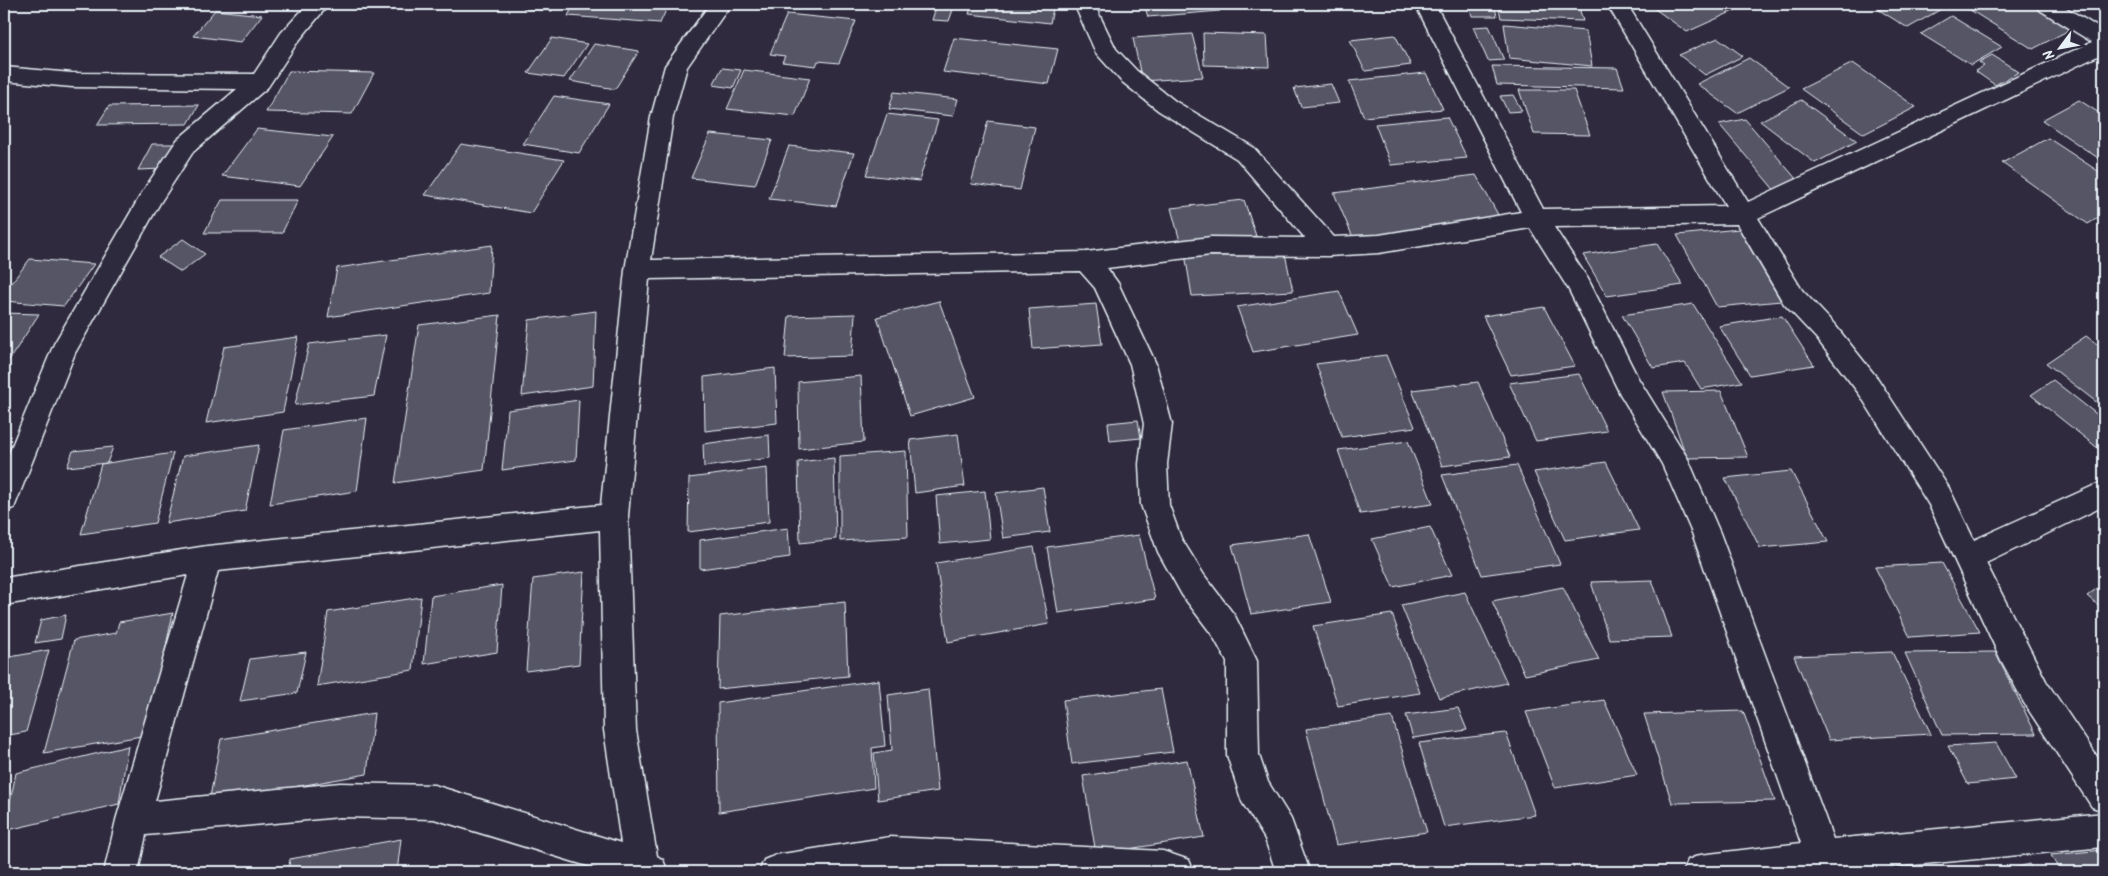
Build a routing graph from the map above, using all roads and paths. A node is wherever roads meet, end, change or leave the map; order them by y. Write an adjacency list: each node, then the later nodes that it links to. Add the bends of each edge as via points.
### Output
1 (319, 4): 10 (street, via 289,38)
2 (722, 4): 15 (street, via 676,66 662,117)
3 (1084, 4): 13 (street, via 1107,53 1129,76 1167,106 1245,154)
4 (1425, 4): 12 (street)
5 (1617, 4): 11 (street)
6 (2045, 4): 7 (street)
7 (2104, 40)
8 (2104, 45): 11 (street)
9 (4, 74): 10 (street, via 72,80)
10 (260, 82): 17 (street, via 185,146 151,197 63,351)
11 (1743, 215): 12 (street); 19 (street, via 1793,297 1826,332 1869,387 1940,497)
12 (1536, 218): 13 (street, via 1378,244); 25 (street, via 1579,286 1629,386 1674,459 1706,533)
13 (1328, 247): 14 (street, via 1211,246)
14 (1086, 261): 15 (street); 30 (street, via 1105,283 1143,364 1158,424 1153,464 1155,506 1168,544 1192,585 1224,626 1242,661 1243,755 1254,790 1279,831)
15 (637, 270): 18 (street)
16 (2104, 493): 19 (street)
17 (4, 499)
18 (614, 516): 20 (street); 26 (street, via 620,730)
19 (1969, 557): 22 (street, via 2035,692)
20 (207, 559): 21 (street); 23 (street)
21 (4, 591)
22 (2104, 795)
23 (133, 820): 26 (street, via 340,800 434,802); 27 (street)
24 (2104, 830): 25 (street)
25 (1823, 857): 31 (street)
26 (647, 869)
27 (121, 872)
28 (776, 872): 29 (street, via 890,854 1163,868)
29 (1177, 872)
30 (1293, 872)
31 (1700, 872)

*What the task requires*.
Everything in the listing above must be retyped exactly, except for the pictures.

*Solution to this task*.
Build a routing graph from the map above, using all roads and paths. A node is wherever roads meet, end, change or leave the map; order them by y. Write an adjacency list: each node, then the later nodes that it links to. Add the bends of each edge as via points.
### Output
1 (319, 4): 10 (street, via 289,38)
2 (722, 4): 15 (street, via 676,66 662,117)
3 (1084, 4): 13 (street, via 1107,53 1129,76 1167,106 1245,154)
4 (1425, 4): 12 (street)
5 (1617, 4): 11 (street)
6 (2045, 4): 7 (street)
7 (2104, 40)
8 (2104, 45): 11 (street)
9 (4, 74): 10 (street, via 72,80)
10 (260, 82): 17 (street, via 185,146 151,197 63,351)
11 (1743, 215): 12 (street); 19 (street, via 1793,297 1826,332 1869,387 1940,497)
12 (1536, 218): 13 (street, via 1378,244); 25 (street, via 1579,286 1629,386 1674,459 1706,533)
13 (1328, 247): 14 (street, via 1211,246)
14 (1086, 261): 15 (street); 30 (street, via 1105,283 1143,364 1158,424 1153,464 1155,506 1168,544 1192,585 1224,626 1242,661 1243,755 1254,790 1279,831)
15 (637, 270): 18 (street)
16 (2104, 493): 19 (street)
17 (4, 499)
18 (614, 516): 20 (street); 26 (street, via 620,730)
19 (1969, 557): 22 (street, via 2035,692)
20 (207, 559): 21 (street); 23 (street)
21 (4, 591)
22 (2104, 795)
23 (133, 820): 26 (street, via 340,800 434,802); 27 (street)
24 (2104, 830): 25 (street)
25 (1823, 857): 31 (street)
26 (647, 869)
27 (121, 872)
28 (776, 872): 29 (street, via 890,854 1163,868)
29 (1177, 872)
30 (1293, 872)
31 (1700, 872)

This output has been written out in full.